Previous studies suggested that Chinese hamster V79 cells possess two mechanisms for their mutual adhesion, Ca 2+-dependent and Ca 2+-independent ones. We could prepare cells with only the Ca 2+-dependent mechanism intact by dispersing cell monolayers with trypsin (0.01%) containing Ca 2+. In the present study, we found that cells dispersed with a very low concentration of trypsin (0.0001%) in the absence of Ca 2+ retain only the Ca 2+-independent mechanism intact. Fab fragments of antibodies directed against surface antigens of V79 cells inhibited the aggregation of V79 cells by the Ca 2+-independent mechanism, but did not inhibit the aggregation of these cells by the Ca 2+-dependent mechanism. These results suggest that the two mechanisms of cell adhesion are based on different cellular components.

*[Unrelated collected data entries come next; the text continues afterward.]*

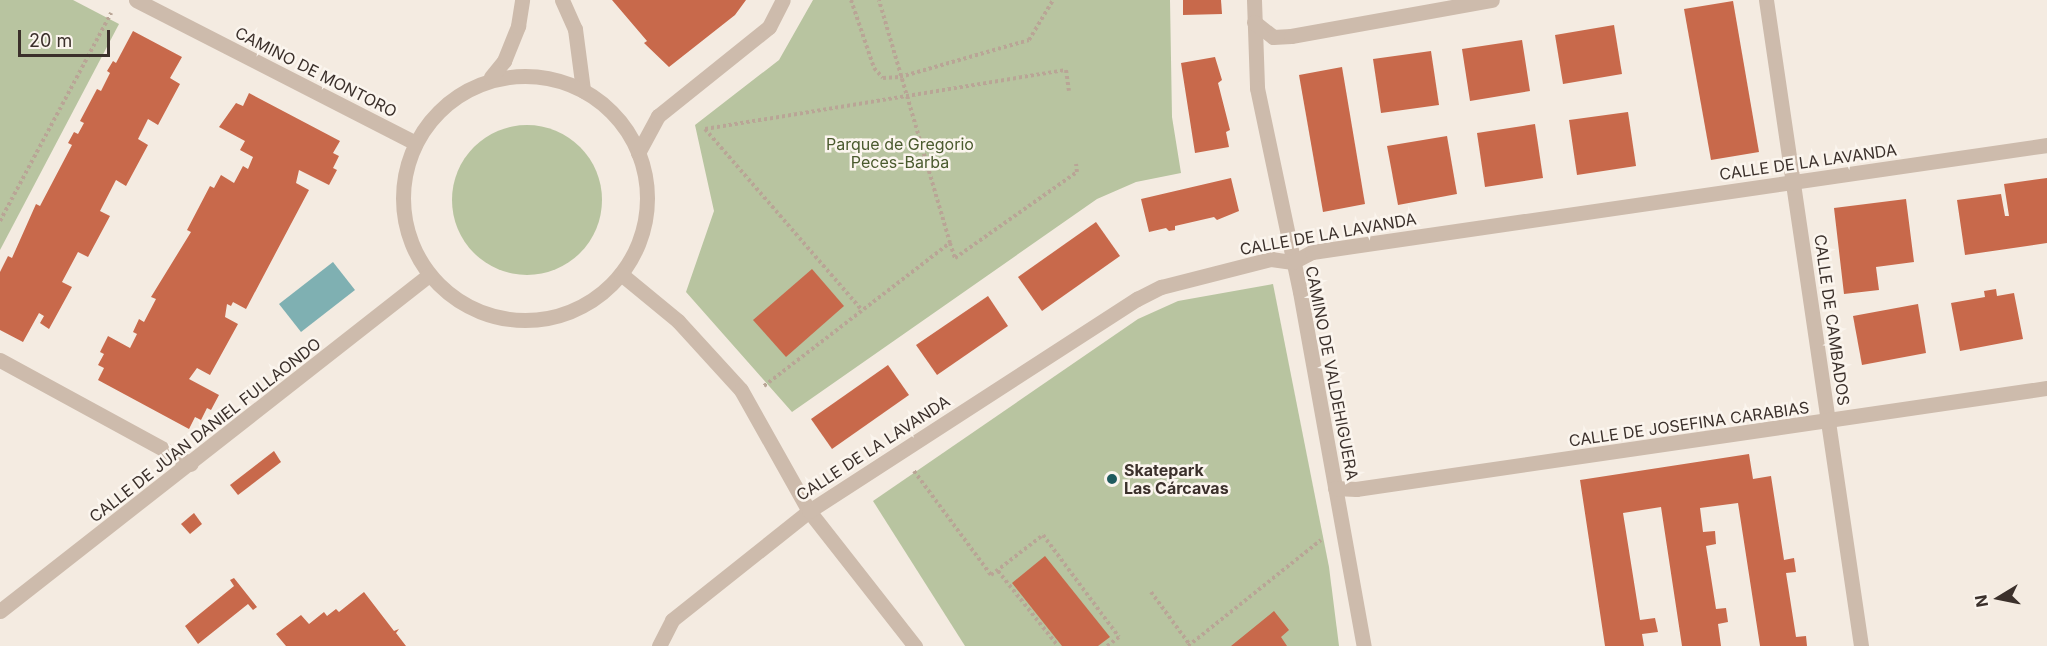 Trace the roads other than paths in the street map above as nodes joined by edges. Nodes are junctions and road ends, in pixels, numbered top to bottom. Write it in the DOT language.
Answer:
graph roads {
  1 [pos="136,0"];
  2 [pos="522,0"];
  3 [pos="562,0"];
  4 [pos="783,0"];
  5 [pos="1254,0"];
  6 [pos="1492,0"];
  7 [pos="1766,0"];
  8 [pos="1254,22"];
  9 [pos="491,77"];
  10 [pos="583,90"];
  11 [pos="415,143"];
  12 [pos="2047,145"];
  13 [pos="638,153"];
  14 [pos="1796,183"];
  15 [pos="1293,262"];
  16 [pos="621,274"];
  17 [pos="429,275"];
  18 [pos="0,360"];
  19 [pos="2047,388"];
  20 [pos="1828,422"];
  21 [pos="191,464"];
  22 [pos="1335,488"];
  23 [pos="809,511"];
  24 [pos="0,611"];
  25 [pos="659,646"];
  26 [pos="915,646"];
  27 [pos="1364,646"];
  28 [pos="1861,646"];
  1 -- 11 [label="street, CAMINO DE MONTORO"];
  2 -- 9 [label="street"];
  3 -- 10 [label="street"];
  4 -- 13 [label="street"];
  5 -- 8 [label="street, CAMINO DE VALDEHIGUERA"];
  6 -- 8 [label="street"];
  7 -- 14 [label="street, CALLE DE CAMBADOS"];
  8 -- 15 [label="street, CAMINO DE VALDEHIGUERA"];
  9 -- 10 [label="street"];
  9 -- 11 [label="street"];
  10 -- 13 [label="street"];
  11 -- 17 [label="street"];
  12 -- 14 [label="street, CALLE DE LA LAVANDA"];
  13 -- 16 [label="street"];
  14 -- 15 [label="street, CALLE DE LA LAVANDA"];
  14 -- 20 [label="street, CALLE DE CAMBADOS"];
  15 -- 22 [label="street, CAMINO DE VALDEHIGUERA"];
  15 -- 23 [label="street, CALLE DE LA LAVANDA"];
  16 -- 17 [label="street"];
  16 -- 23 [label="street"];
  17 -- 21 [label="street, CALLE DE JUAN DANIEL FULLAONDO"];
  18 -- 21 [label="street"];
  19 -- 20 [label="street, CALLE DE JOSEFINA CARABIAS"];
  20 -- 22 [label="street, CALLE DE JOSEFINA CARABIAS"];
  20 -- 28 [label="street, CALLE DE CAMBADOS"];
  21 -- 24 [label="street, CALLE DE JUAN DANIEL FULLAONDO"];
  22 -- 27 [label="street, CAMINO DE VALDEHIGUERA"];
  23 -- 25 [label="street, CALLE DE LA LAVANDA"];
  23 -- 26 [label="street"];
}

Molecules responsible for the Ca 2+-independent adhesion mechanism are probably cell surface components, because they were released from cells by the treatment with 0.01% trypsin without losing their specific antigenicity. The presence of adhesion mechanisms similar to those in V79 cells was shown in neural retinal cells of chick embryos. It was assumed, therefore, that these mechanisms of cell adhesion are generally present among a variety of cell types.